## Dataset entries
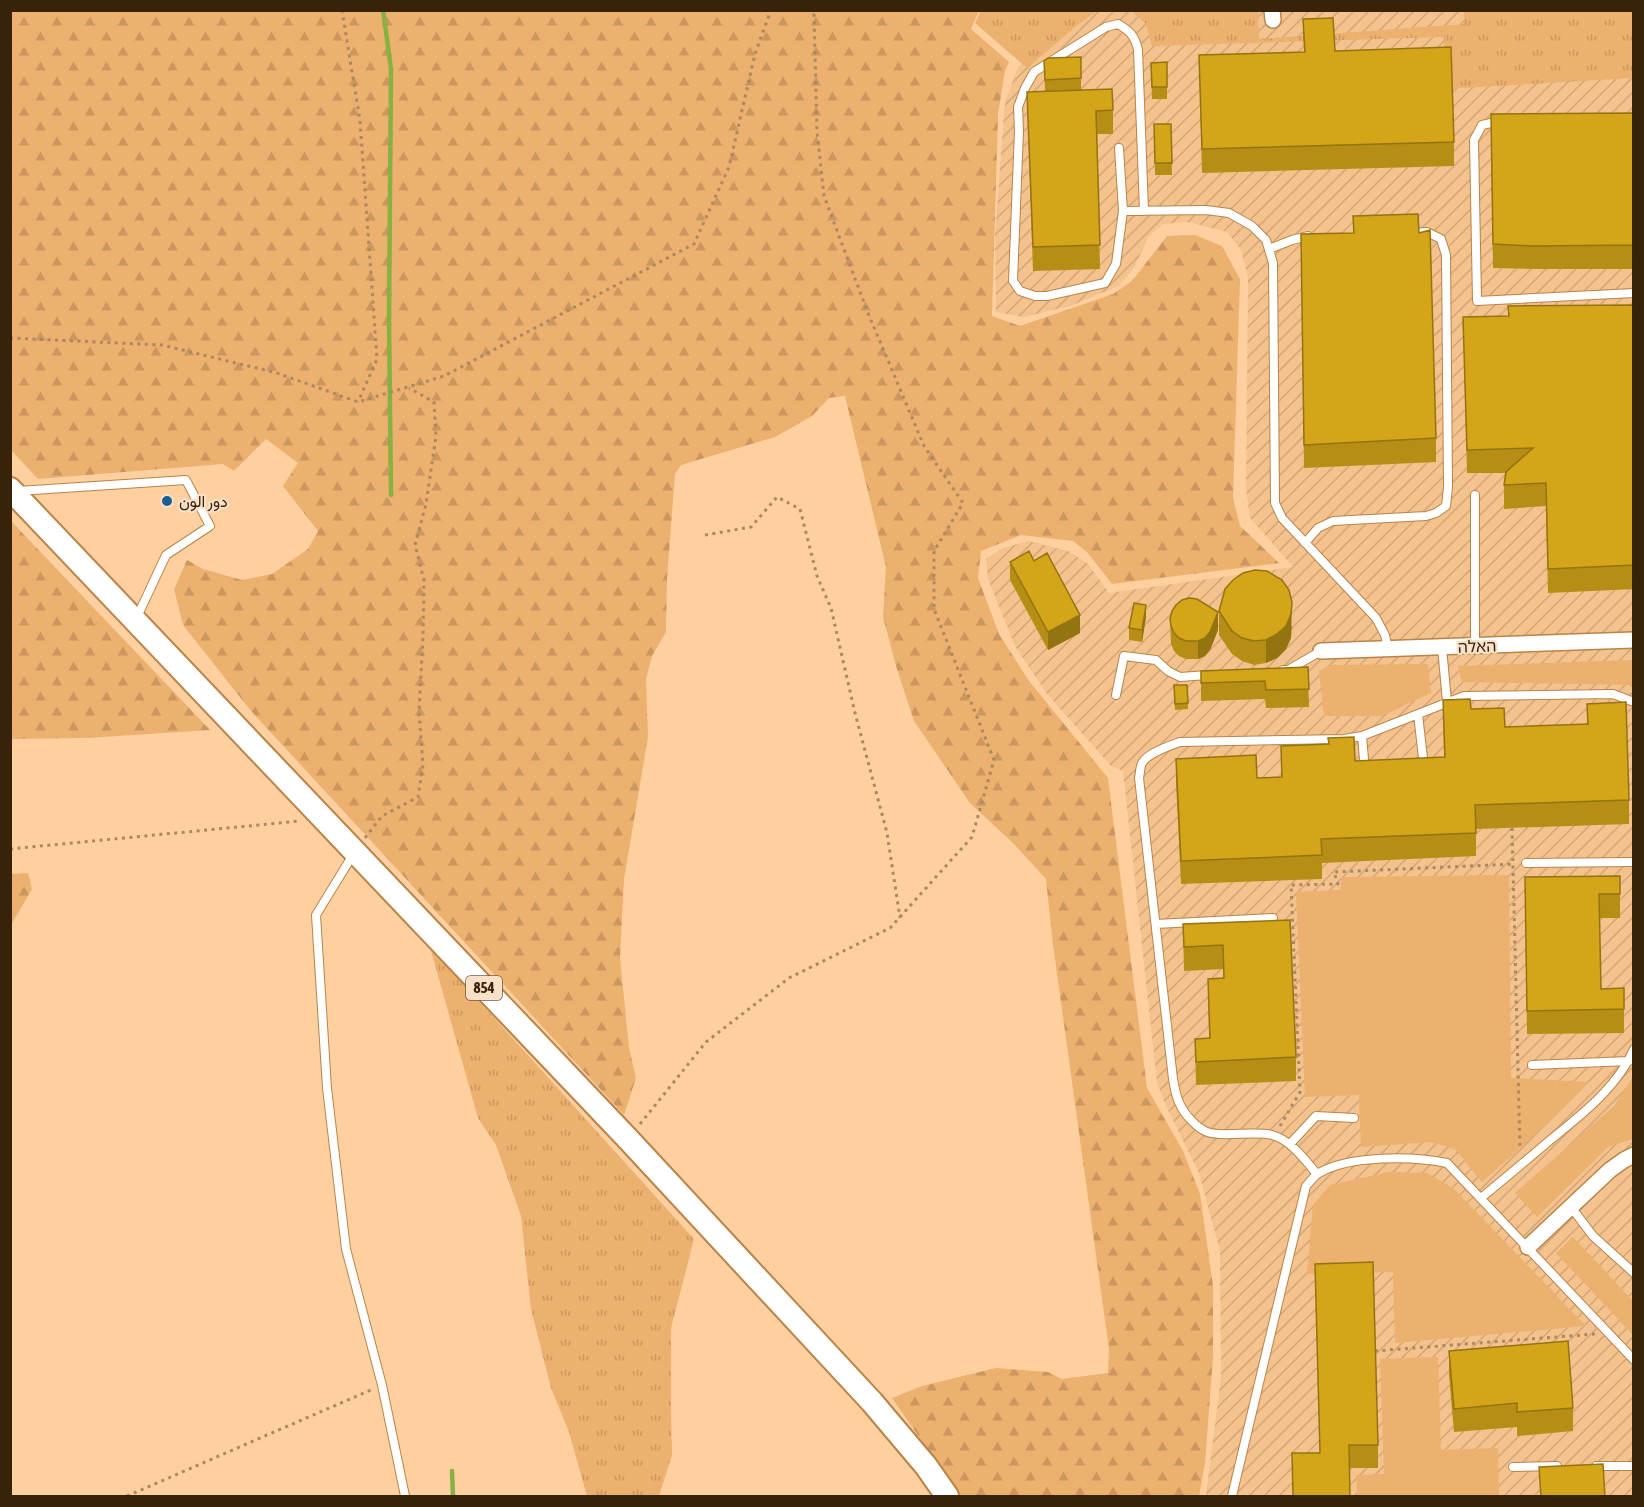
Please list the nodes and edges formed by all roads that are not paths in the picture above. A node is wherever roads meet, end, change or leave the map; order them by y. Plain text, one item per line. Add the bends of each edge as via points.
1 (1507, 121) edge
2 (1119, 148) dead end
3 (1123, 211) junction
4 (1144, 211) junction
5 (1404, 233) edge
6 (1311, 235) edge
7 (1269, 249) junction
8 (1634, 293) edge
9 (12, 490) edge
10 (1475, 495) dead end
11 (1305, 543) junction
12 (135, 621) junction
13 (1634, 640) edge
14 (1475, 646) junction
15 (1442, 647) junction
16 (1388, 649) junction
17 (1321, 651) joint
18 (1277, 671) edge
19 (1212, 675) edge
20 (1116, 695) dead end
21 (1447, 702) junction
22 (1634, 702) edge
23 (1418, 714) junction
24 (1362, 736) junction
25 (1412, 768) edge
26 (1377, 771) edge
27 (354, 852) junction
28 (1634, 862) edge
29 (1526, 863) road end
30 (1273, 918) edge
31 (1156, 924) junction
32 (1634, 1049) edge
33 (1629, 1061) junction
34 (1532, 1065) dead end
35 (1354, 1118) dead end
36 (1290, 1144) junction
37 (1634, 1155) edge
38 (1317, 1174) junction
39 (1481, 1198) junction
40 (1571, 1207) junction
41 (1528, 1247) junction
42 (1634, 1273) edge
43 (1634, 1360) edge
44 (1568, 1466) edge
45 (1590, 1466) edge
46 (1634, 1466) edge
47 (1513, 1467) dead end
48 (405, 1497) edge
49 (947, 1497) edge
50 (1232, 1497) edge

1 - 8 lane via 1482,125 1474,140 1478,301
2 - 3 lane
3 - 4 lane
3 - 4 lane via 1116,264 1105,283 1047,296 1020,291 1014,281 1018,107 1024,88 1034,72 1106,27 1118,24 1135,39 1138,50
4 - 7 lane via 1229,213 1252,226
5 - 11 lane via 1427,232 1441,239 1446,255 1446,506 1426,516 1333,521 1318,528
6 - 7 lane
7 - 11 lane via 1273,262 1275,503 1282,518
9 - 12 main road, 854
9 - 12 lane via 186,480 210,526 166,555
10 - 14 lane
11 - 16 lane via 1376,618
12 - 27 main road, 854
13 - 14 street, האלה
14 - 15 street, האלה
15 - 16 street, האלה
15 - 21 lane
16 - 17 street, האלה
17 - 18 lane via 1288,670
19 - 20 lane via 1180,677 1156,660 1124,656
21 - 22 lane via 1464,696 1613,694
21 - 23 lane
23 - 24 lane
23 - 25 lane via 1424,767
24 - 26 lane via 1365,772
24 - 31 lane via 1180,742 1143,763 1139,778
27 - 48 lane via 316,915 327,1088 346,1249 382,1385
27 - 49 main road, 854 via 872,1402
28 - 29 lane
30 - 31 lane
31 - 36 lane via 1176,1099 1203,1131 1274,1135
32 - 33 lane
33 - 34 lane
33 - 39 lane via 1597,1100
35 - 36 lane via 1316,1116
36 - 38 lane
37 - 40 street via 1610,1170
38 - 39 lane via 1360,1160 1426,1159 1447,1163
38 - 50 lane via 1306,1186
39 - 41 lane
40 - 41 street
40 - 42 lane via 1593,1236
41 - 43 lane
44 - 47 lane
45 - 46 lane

## Problem description
Reproduce every record above exactly, but leave out the pictures.

## Exercise result
Please list the nodes and edges formed by all roads that are not paths in the picture above. A node is wherever roads meet, end, change or leave the map; order them by y. Plain text, one item per line. Add the bends of each edge as via points.
1 (1507, 121) edge
2 (1119, 148) dead end
3 (1123, 211) junction
4 (1144, 211) junction
5 (1404, 233) edge
6 (1311, 235) edge
7 (1269, 249) junction
8 (1634, 293) edge
9 (12, 490) edge
10 (1475, 495) dead end
11 (1305, 543) junction
12 (135, 621) junction
13 (1634, 640) edge
14 (1475, 646) junction
15 (1442, 647) junction
16 (1388, 649) junction
17 (1321, 651) joint
18 (1277, 671) edge
19 (1212, 675) edge
20 (1116, 695) dead end
21 (1447, 702) junction
22 (1634, 702) edge
23 (1418, 714) junction
24 (1362, 736) junction
25 (1412, 768) edge
26 (1377, 771) edge
27 (354, 852) junction
28 (1634, 862) edge
29 (1526, 863) road end
30 (1273, 918) edge
31 (1156, 924) junction
32 (1634, 1049) edge
33 (1629, 1061) junction
34 (1532, 1065) dead end
35 (1354, 1118) dead end
36 (1290, 1144) junction
37 (1634, 1155) edge
38 (1317, 1174) junction
39 (1481, 1198) junction
40 (1571, 1207) junction
41 (1528, 1247) junction
42 (1634, 1273) edge
43 (1634, 1360) edge
44 (1568, 1466) edge
45 (1590, 1466) edge
46 (1634, 1466) edge
47 (1513, 1467) dead end
48 (405, 1497) edge
49 (947, 1497) edge
50 (1232, 1497) edge

1 - 8 lane via 1482,125 1474,140 1478,301
2 - 3 lane
3 - 4 lane
3 - 4 lane via 1116,264 1105,283 1047,296 1020,291 1014,281 1018,107 1024,88 1034,72 1106,27 1118,24 1135,39 1138,50
4 - 7 lane via 1229,213 1252,226
5 - 11 lane via 1427,232 1441,239 1446,255 1446,506 1426,516 1333,521 1318,528
6 - 7 lane
7 - 11 lane via 1273,262 1275,503 1282,518
9 - 12 main road, 854
9 - 12 lane via 186,480 210,526 166,555
10 - 14 lane
11 - 16 lane via 1376,618
12 - 27 main road, 854
13 - 14 street, האלה
14 - 15 street, האלה
15 - 16 street, האלה
15 - 21 lane
16 - 17 street, האלה
17 - 18 lane via 1288,670
19 - 20 lane via 1180,677 1156,660 1124,656
21 - 22 lane via 1464,696 1613,694
21 - 23 lane
23 - 24 lane
23 - 25 lane via 1424,767
24 - 26 lane via 1365,772
24 - 31 lane via 1180,742 1143,763 1139,778
27 - 48 lane via 316,915 327,1088 346,1249 382,1385
27 - 49 main road, 854 via 872,1402
28 - 29 lane
30 - 31 lane
31 - 36 lane via 1176,1099 1203,1131 1274,1135
32 - 33 lane
33 - 34 lane
33 - 39 lane via 1597,1100
35 - 36 lane via 1316,1116
36 - 38 lane
37 - 40 street via 1610,1170
38 - 39 lane via 1360,1160 1426,1159 1447,1163
38 - 50 lane via 1306,1186
39 - 41 lane
40 - 41 street
40 - 42 lane via 1593,1236
41 - 43 lane
44 - 47 lane
45 - 46 lane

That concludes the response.